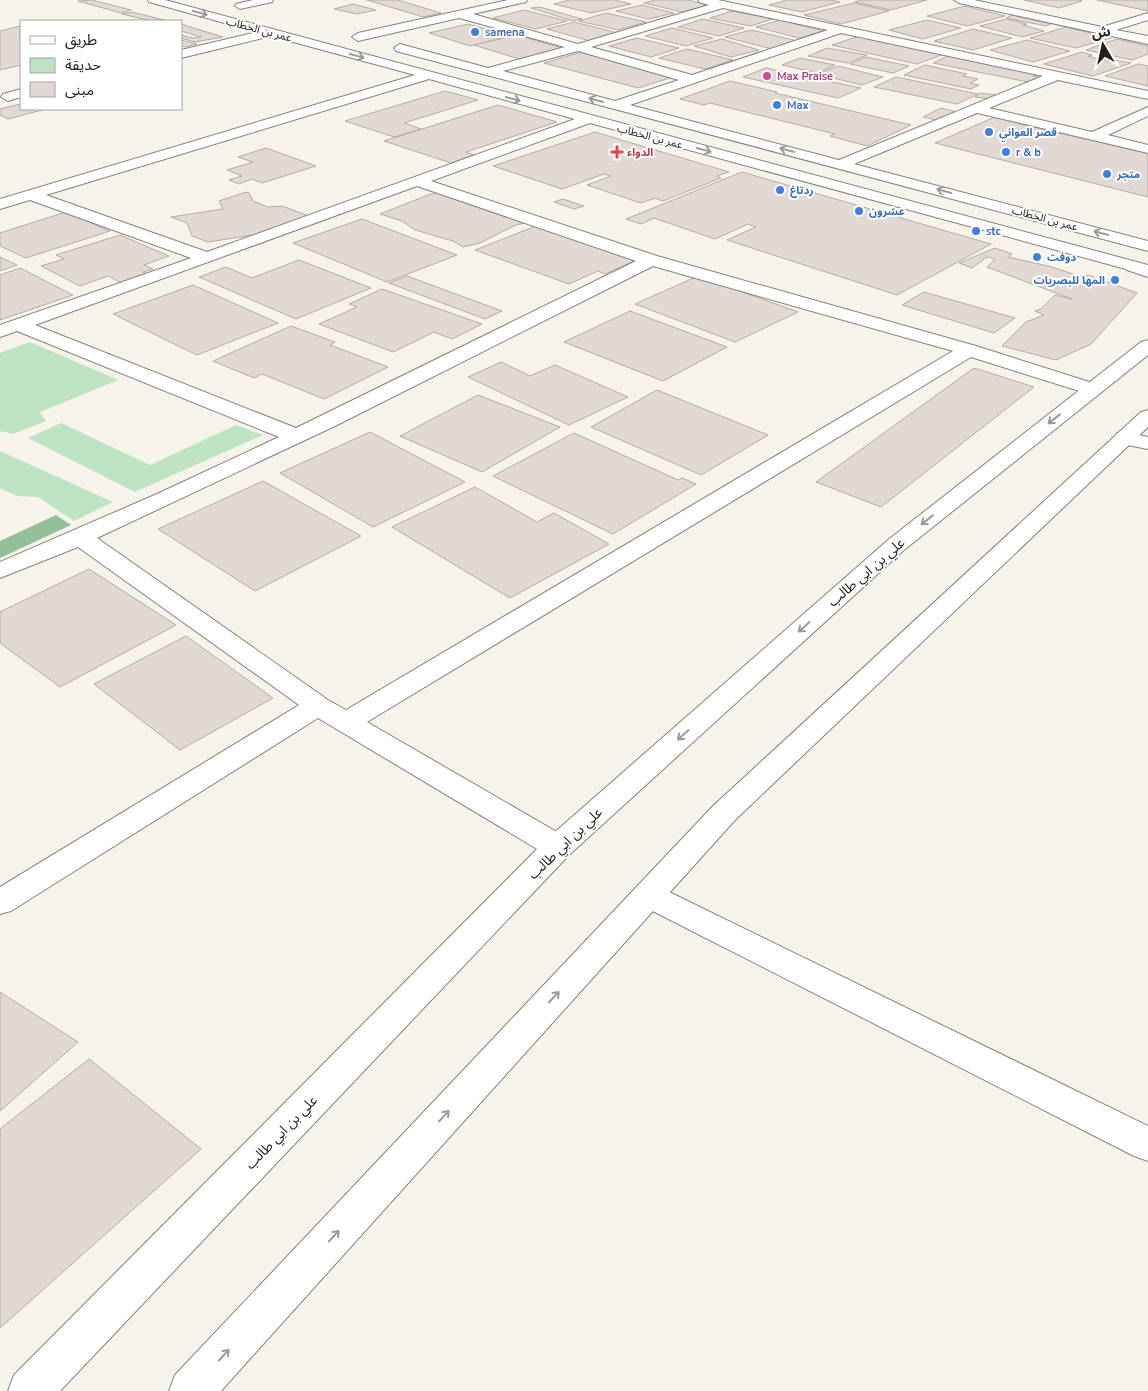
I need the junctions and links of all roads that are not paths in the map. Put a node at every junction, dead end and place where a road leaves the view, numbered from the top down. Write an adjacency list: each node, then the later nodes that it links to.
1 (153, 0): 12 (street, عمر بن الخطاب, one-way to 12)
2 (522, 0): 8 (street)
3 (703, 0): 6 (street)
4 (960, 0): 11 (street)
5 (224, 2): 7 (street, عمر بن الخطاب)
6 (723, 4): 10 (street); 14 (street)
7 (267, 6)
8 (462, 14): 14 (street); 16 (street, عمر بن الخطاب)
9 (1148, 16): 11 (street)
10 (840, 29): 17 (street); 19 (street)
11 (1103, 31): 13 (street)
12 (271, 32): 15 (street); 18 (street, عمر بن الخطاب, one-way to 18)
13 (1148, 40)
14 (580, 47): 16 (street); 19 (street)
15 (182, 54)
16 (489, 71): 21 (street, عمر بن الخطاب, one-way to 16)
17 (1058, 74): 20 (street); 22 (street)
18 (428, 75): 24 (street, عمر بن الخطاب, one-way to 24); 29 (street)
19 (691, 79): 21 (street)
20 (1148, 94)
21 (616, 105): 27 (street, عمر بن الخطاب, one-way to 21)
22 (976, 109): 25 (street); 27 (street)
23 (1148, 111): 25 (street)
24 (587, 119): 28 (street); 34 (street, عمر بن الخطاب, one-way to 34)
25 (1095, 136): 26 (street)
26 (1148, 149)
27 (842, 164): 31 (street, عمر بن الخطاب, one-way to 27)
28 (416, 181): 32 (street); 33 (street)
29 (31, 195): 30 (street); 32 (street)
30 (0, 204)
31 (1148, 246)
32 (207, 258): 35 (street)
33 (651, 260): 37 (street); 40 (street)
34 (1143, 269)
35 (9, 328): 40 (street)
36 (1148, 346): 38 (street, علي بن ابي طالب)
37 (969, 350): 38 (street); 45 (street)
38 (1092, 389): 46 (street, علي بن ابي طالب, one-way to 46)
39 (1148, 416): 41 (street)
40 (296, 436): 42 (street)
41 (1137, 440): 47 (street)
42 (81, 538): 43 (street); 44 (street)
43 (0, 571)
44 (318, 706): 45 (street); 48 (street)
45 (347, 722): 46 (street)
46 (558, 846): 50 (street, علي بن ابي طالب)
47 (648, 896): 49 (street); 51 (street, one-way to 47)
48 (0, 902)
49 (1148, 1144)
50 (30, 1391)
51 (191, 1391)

—————

### Exercise prompt
Transcribe all data precisely. Pictures are not copied.

### Written reply
I need the junctions and links of all roads that are not paths in the map. Put a node at every junction, dead end and place where a road leaves the view, numbered from the top down. Write an adjacency list: each node, then the later nodes that it links to.
1 (153, 0): 12 (street, عمر بن الخطاب, one-way to 12)
2 (522, 0): 8 (street)
3 (703, 0): 6 (street)
4 (960, 0): 11 (street)
5 (224, 2): 7 (street, عمر بن الخطاب)
6 (723, 4): 10 (street); 14 (street)
7 (267, 6)
8 (462, 14): 14 (street); 16 (street, عمر بن الخطاب)
9 (1148, 16): 11 (street)
10 (840, 29): 17 (street); 19 (street)
11 (1103, 31): 13 (street)
12 (271, 32): 15 (street); 18 (street, عمر بن الخطاب, one-way to 18)
13 (1148, 40)
14 (580, 47): 16 (street); 19 (street)
15 (182, 54)
16 (489, 71): 21 (street, عمر بن الخطاب, one-way to 16)
17 (1058, 74): 20 (street); 22 (street)
18 (428, 75): 24 (street, عمر بن الخطاب, one-way to 24); 29 (street)
19 (691, 79): 21 (street)
20 (1148, 94)
21 (616, 105): 27 (street, عمر بن الخطاب, one-way to 21)
22 (976, 109): 25 (street); 27 (street)
23 (1148, 111): 25 (street)
24 (587, 119): 28 (street); 34 (street, عمر بن الخطاب, one-way to 34)
25 (1095, 136): 26 (street)
26 (1148, 149)
27 (842, 164): 31 (street, عمر بن الخطاب, one-way to 27)
28 (416, 181): 32 (street); 33 (street)
29 (31, 195): 30 (street); 32 (street)
30 (0, 204)
31 (1148, 246)
32 (207, 258): 35 (street)
33 (651, 260): 37 (street); 40 (street)
34 (1143, 269)
35 (9, 328): 40 (street)
36 (1148, 346): 38 (street, علي بن ابي طالب)
37 (969, 350): 38 (street); 45 (street)
38 (1092, 389): 46 (street, علي بن ابي طالب, one-way to 46)
39 (1148, 416): 41 (street)
40 (296, 436): 42 (street)
41 (1137, 440): 47 (street)
42 (81, 538): 43 (street); 44 (street)
43 (0, 571)
44 (318, 706): 45 (street); 48 (street)
45 (347, 722): 46 (street)
46 (558, 846): 50 (street, علي بن ابي طالب)
47 (648, 896): 49 (street); 51 (street, one-way to 47)
48 (0, 902)
49 (1148, 1144)
50 (30, 1391)
51 (191, 1391)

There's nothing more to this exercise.